## WORK REQUIRED
The records below are to be transcribed exactly, with the pictures removed.

## SUPPLIED MATERIAL
########################################

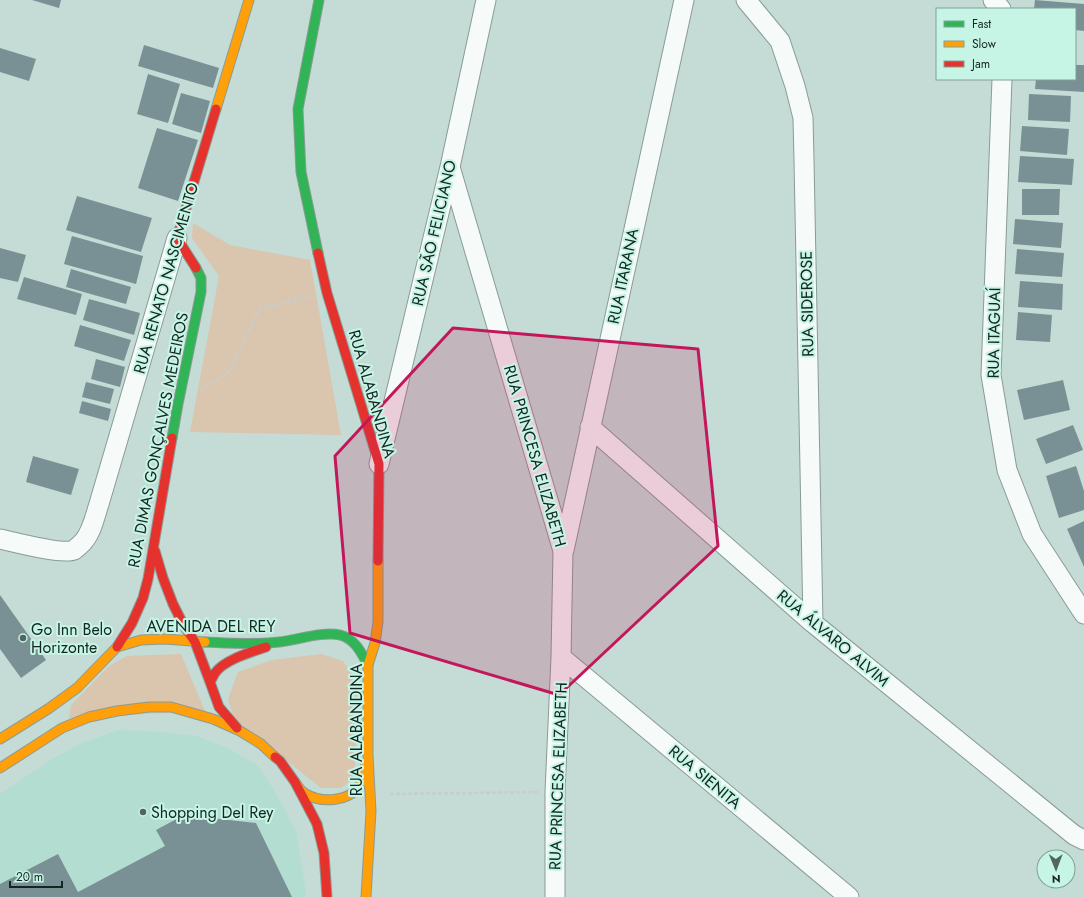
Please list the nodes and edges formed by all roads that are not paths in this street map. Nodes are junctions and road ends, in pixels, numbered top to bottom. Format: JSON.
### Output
{"nodes":[{"id":1,"x":249,"y":0,"type":"edge"},
{"id":2,"x":319,"y":0,"type":"edge"},
{"id":3,"x":486,"y":0,"type":"edge"},
{"id":4,"x":684,"y":0,"type":"edge"},
{"id":5,"x":746,"y":0,"type":"edge"},
{"id":6,"x":993,"y":0,"type":"edge"},
{"id":7,"x":1000,"y":8,"type":"edge"},
{"id":8,"x":1002,"y":80,"type":"edge"},
{"id":9,"x":450,"y":167,"type":"junction"},
{"id":10,"x":177,"y":238,"type":"junction"},
{"id":11,"x":590,"y":427,"type":"junction"},
{"id":12,"x":378,"y":464,"type":"junction"},
{"id":13,"x":0,"y":539,"type":"edge"},
{"id":14,"x":153,"y":546,"type":"junction"},
{"id":15,"x":563,"y":551,"type":"junction"},
{"id":16,"x":1084,"y":614,"type":"edge"},
{"id":17,"x":813,"y":623,"type":"junction"},
{"id":18,"x":195,"y":642,"type":"junction"},
{"id":19,"x":278,"y":642,"type":"junction"},
{"id":20,"x":117,"y":647,"type":"junction"},
{"id":21,"x":561,"y":657,"type":"junction"},
{"id":22,"x":368,"y":664,"type":"junction"},
{"id":23,"x":210,"y":682,"type":"junction"},
{"id":24,"x":240,"y":731,"type":"junction"},
{"id":25,"x":0,"y":739,"type":"edge"},
{"id":26,"x":368,"y":755,"type":"junction"},
{"id":27,"x":0,"y":768,"type":"edge"},
{"id":28,"x":295,"y":782,"type":"junction"},
{"id":29,"x":1084,"y":840,"type":"edge"},
{"id":30,"x":556,"y":896,"type":"edge"},
{"id":31,"x":327,"y":897,"type":"edge"},
{"id":32,"x":366,"y":897,"type":"edge"},
{"id":33,"x":849,"y":897,"type":"edge"}],
"edges":[{"from":1,"to":10,"type":"street","name":"RUA RENATO NASCIMENTO"},
{"from":2,"to":12,"type":"street","name":"RUA ALABANDINA"},
{"from":3,"to":9,"type":"street","name":"RUA SÃO FELICIANO"},
{"from":4,"to":11,"type":"street","name":"RUA ITARANA"},
{"from":5,"to":17,"type":"street","name":"RUA SIDEROSE"},
{"from":6,"to":7,"type":"street"},
{"from":8,"to":16,"type":"street","name":"RUA ITAGUAÍ"},
{"from":9,"to":12,"type":"street","name":"RUA SÃO FELICIANO"},
{"from":9,"to":15,"type":"street","name":"RUA PRINCESA ELIZABETH"},
{"from":10,"to":13,"type":"street","name":"RUA RENATO NASCIMENTO"},
{"from":10,"to":14,"type":"street","name":"RUA DIMAS GONÇALVES MEDEIROS"},
{"from":11,"to":15,"type":"street","name":"RUA ITARANA"},
{"from":11,"to":17,"type":"street","name":"RUA ÁLVARO ALVIM"},
{"from":12,"to":22,"type":"street","name":"RUA ALABANDINA"},
{"from":14,"to":18,"type":"street"},
{"from":14,"to":20,"type":"street","name":"RUA DIMAS GONÇALVES MEDEIROS"},
{"from":15,"to":21,"type":"street","name":"RUA PRINCESA ELIZABETH"},
{"from":17,"to":29,"type":"street","name":"RUA ÁLVARO ALVIM"},
{"from":18,"to":19,"type":"street","name":"AVENIDA DEL REY"},
{"from":18,"to":20,"type":"street","name":"AVENIDA DEL REY"},
{"from":18,"to":23,"type":"street"},
{"from":19,"to":22,"type":"street","name":"AVENIDA DEL REY"},
{"from":19,"to":23,"type":"street"},
{"from":20,"to":25,"type":"street"},
{"from":21,"to":30,"type":"street","name":"RUA PRINCESA ELIZABETH"},
{"from":21,"to":33,"type":"street","name":"RUA SIENITA"},
{"from":22,"to":26,"type":"street","name":"RUA ALABANDINA"},
{"from":23,"to":24,"type":"street"},
{"from":24,"to":27,"type":"street"},
{"from":24,"to":28,"type":"street"},
{"from":26,"to":28,"type":"street"},
{"from":26,"to":32,"type":"street","name":"RUA ALABANDINA"},
{"from":28,"to":31,"type":"street"}]}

########################################

## THE COMPLETED TASK
Please list the nodes and edges formed by all roads that are not paths in this street map. Nodes are junctions and road ends, in pixels, numbered top to bottom. Format: JSON.
### Output
{"nodes":[{"id":1,"x":249,"y":0,"type":"edge"},
{"id":2,"x":319,"y":0,"type":"edge"},
{"id":3,"x":486,"y":0,"type":"edge"},
{"id":4,"x":684,"y":0,"type":"edge"},
{"id":5,"x":746,"y":0,"type":"edge"},
{"id":6,"x":993,"y":0,"type":"edge"},
{"id":7,"x":1000,"y":8,"type":"edge"},
{"id":8,"x":1002,"y":80,"type":"edge"},
{"id":9,"x":450,"y":167,"type":"junction"},
{"id":10,"x":177,"y":238,"type":"junction"},
{"id":11,"x":590,"y":427,"type":"junction"},
{"id":12,"x":378,"y":464,"type":"junction"},
{"id":13,"x":0,"y":539,"type":"edge"},
{"id":14,"x":153,"y":546,"type":"junction"},
{"id":15,"x":563,"y":551,"type":"junction"},
{"id":16,"x":1084,"y":614,"type":"edge"},
{"id":17,"x":813,"y":623,"type":"junction"},
{"id":18,"x":195,"y":642,"type":"junction"},
{"id":19,"x":278,"y":642,"type":"junction"},
{"id":20,"x":117,"y":647,"type":"junction"},
{"id":21,"x":561,"y":657,"type":"junction"},
{"id":22,"x":368,"y":664,"type":"junction"},
{"id":23,"x":210,"y":682,"type":"junction"},
{"id":24,"x":240,"y":731,"type":"junction"},
{"id":25,"x":0,"y":739,"type":"edge"},
{"id":26,"x":368,"y":755,"type":"junction"},
{"id":27,"x":0,"y":768,"type":"edge"},
{"id":28,"x":295,"y":782,"type":"junction"},
{"id":29,"x":1084,"y":840,"type":"edge"},
{"id":30,"x":556,"y":896,"type":"edge"},
{"id":31,"x":327,"y":897,"type":"edge"},
{"id":32,"x":366,"y":897,"type":"edge"},
{"id":33,"x":849,"y":897,"type":"edge"}],
"edges":[{"from":1,"to":10,"type":"street","name":"RUA RENATO NASCIMENTO"},
{"from":2,"to":12,"type":"street","name":"RUA ALABANDINA"},
{"from":3,"to":9,"type":"street","name":"RUA SÃO FELICIANO"},
{"from":4,"to":11,"type":"street","name":"RUA ITARANA"},
{"from":5,"to":17,"type":"street","name":"RUA SIDEROSE"},
{"from":6,"to":7,"type":"street"},
{"from":8,"to":16,"type":"street","name":"RUA ITAGUAÍ"},
{"from":9,"to":12,"type":"street","name":"RUA SÃO FELICIANO"},
{"from":9,"to":15,"type":"street","name":"RUA PRINCESA ELIZABETH"},
{"from":10,"to":13,"type":"street","name":"RUA RENATO NASCIMENTO"},
{"from":10,"to":14,"type":"street","name":"RUA DIMAS GONÇALVES MEDEIROS"},
{"from":11,"to":15,"type":"street","name":"RUA ITARANA"},
{"from":11,"to":17,"type":"street","name":"RUA ÁLVARO ALVIM"},
{"from":12,"to":22,"type":"street","name":"RUA ALABANDINA"},
{"from":14,"to":18,"type":"street"},
{"from":14,"to":20,"type":"street","name":"RUA DIMAS GONÇALVES MEDEIROS"},
{"from":15,"to":21,"type":"street","name":"RUA PRINCESA ELIZABETH"},
{"from":17,"to":29,"type":"street","name":"RUA ÁLVARO ALVIM"},
{"from":18,"to":19,"type":"street","name":"AVENIDA DEL REY"},
{"from":18,"to":20,"type":"street","name":"AVENIDA DEL REY"},
{"from":18,"to":23,"type":"street"},
{"from":19,"to":22,"type":"street","name":"AVENIDA DEL REY"},
{"from":19,"to":23,"type":"street"},
{"from":20,"to":25,"type":"street"},
{"from":21,"to":30,"type":"street","name":"RUA PRINCESA ELIZABETH"},
{"from":21,"to":33,"type":"street","name":"RUA SIENITA"},
{"from":22,"to":26,"type":"street","name":"RUA ALABANDINA"},
{"from":23,"to":24,"type":"street"},
{"from":24,"to":27,"type":"street"},
{"from":24,"to":28,"type":"street"},
{"from":26,"to":28,"type":"street"},
{"from":26,"to":32,"type":"street","name":"RUA ALABANDINA"},
{"from":28,"to":31,"type":"street"}]}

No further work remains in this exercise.